_Exercise requirements_
Give the data again exactly, without its images.

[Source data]

▼

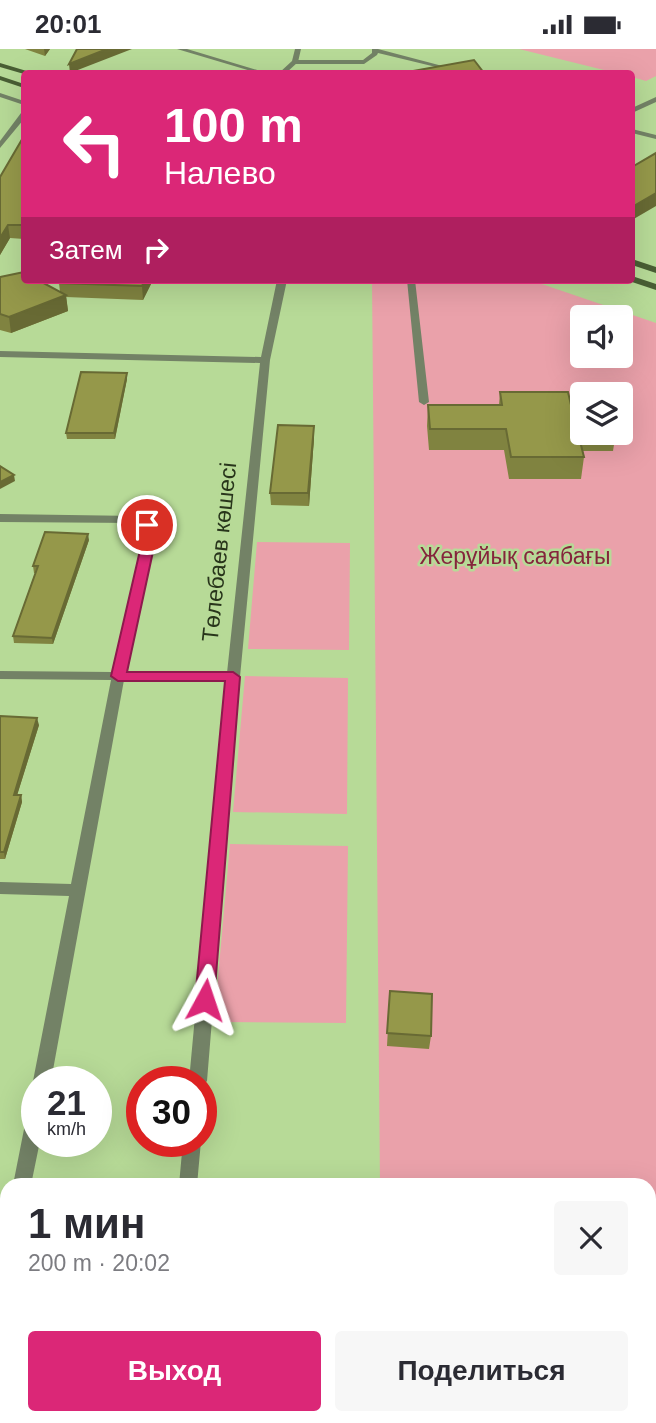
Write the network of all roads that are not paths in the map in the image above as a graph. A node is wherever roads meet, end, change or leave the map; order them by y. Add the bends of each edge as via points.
1 (180, 49) edge
2 (298, 49) edge
3 (375, 49) edge
4 (295, 62) junction
5 (0, 65) edge
6 (422, 69) edge
7 (254, 70) edge
8 (285, 70) edge
9 (426, 70) edge
10 (455, 70) edge
11 (21, 71) edge
12 (0, 78) edge
13 (21, 85) edge
14 (0, 95) edge
15 (656, 99) edge
16 (21, 102) edge
17 (635, 110) edge
18 (21, 119) edge
19 (635, 132) edge
20 (656, 137) edge
21 (0, 146) edge
22 (635, 263) edge
23 (656, 270) edge
24 (635, 280) edge
25 (281, 284) edge
26 (411, 284) edge
27 (656, 287) edge
28 (0, 354) edge
29 (265, 360) junction
30 (424, 402) dead end
31 (0, 518) edge
32 (0, 675) edge
33 (118, 676) junction
34 (233, 677) junction
35 (0, 888) edge
36 (79, 890) junction
37 (45, 1066) edge
38 (199, 1066) edge
39 (28, 1157) edge
40 (191, 1157) edge
41 (23, 1178) edge
42 (189, 1178) edge

1 - 7 street
2 - 4 street
3 - 4 lane via 364,62
3 - 10 lane
4 - 8 street
5 - 11 main road
6 - 9 lane
12 - 13 main road
14 - 16 street
15 - 17 street
18 - 21 street
19 - 20 street
22 - 23 main road
24 - 27 main road
25 - 29 street, Төлебаев көшесі
26 - 30 lane
28 - 29 street
29 - 34 street, Төлебаев көшесі
31 - 33 street via 137,520 147,525 150,533
32 - 33 street
33 - 34 street
33 - 36 street
34 - 38 street, Төлебаев көшесі
35 - 36 street
36 - 37 street
39 - 41 street
40 - 42 street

▲

_Answer section_
Write the network of all roads that are not paths in the map in the image above as a graph. A node is wherever roads meet, end, change or leave the map; order them by y. Add the bends of each edge as via points.
1 (180, 49) edge
2 (298, 49) edge
3 (375, 49) edge
4 (295, 62) junction
5 (0, 65) edge
6 (422, 69) edge
7 (254, 70) edge
8 (285, 70) edge
9 (426, 70) edge
10 (455, 70) edge
11 (21, 71) edge
12 (0, 78) edge
13 (21, 85) edge
14 (0, 95) edge
15 (656, 99) edge
16 (21, 102) edge
17 (635, 110) edge
18 (21, 119) edge
19 (635, 132) edge
20 (656, 137) edge
21 (0, 146) edge
22 (635, 263) edge
23 (656, 270) edge
24 (635, 280) edge
25 (281, 284) edge
26 (411, 284) edge
27 (656, 287) edge
28 (0, 354) edge
29 (265, 360) junction
30 (424, 402) dead end
31 (0, 518) edge
32 (0, 675) edge
33 (118, 676) junction
34 (233, 677) junction
35 (0, 888) edge
36 (79, 890) junction
37 (45, 1066) edge
38 (199, 1066) edge
39 (28, 1157) edge
40 (191, 1157) edge
41 (23, 1178) edge
42 (189, 1178) edge

1 - 7 street
2 - 4 street
3 - 4 lane via 364,62
3 - 10 lane
4 - 8 street
5 - 11 main road
6 - 9 lane
12 - 13 main road
14 - 16 street
15 - 17 street
18 - 21 street
19 - 20 street
22 - 23 main road
24 - 27 main road
25 - 29 street, Төлебаев көшесі
26 - 30 lane
28 - 29 street
29 - 34 street, Төлебаев көшесі
31 - 33 street via 137,520 147,525 150,533
32 - 33 street
33 - 34 street
33 - 36 street
34 - 38 street, Төлебаев көшесі
35 - 36 street
36 - 37 street
39 - 41 street
40 - 42 street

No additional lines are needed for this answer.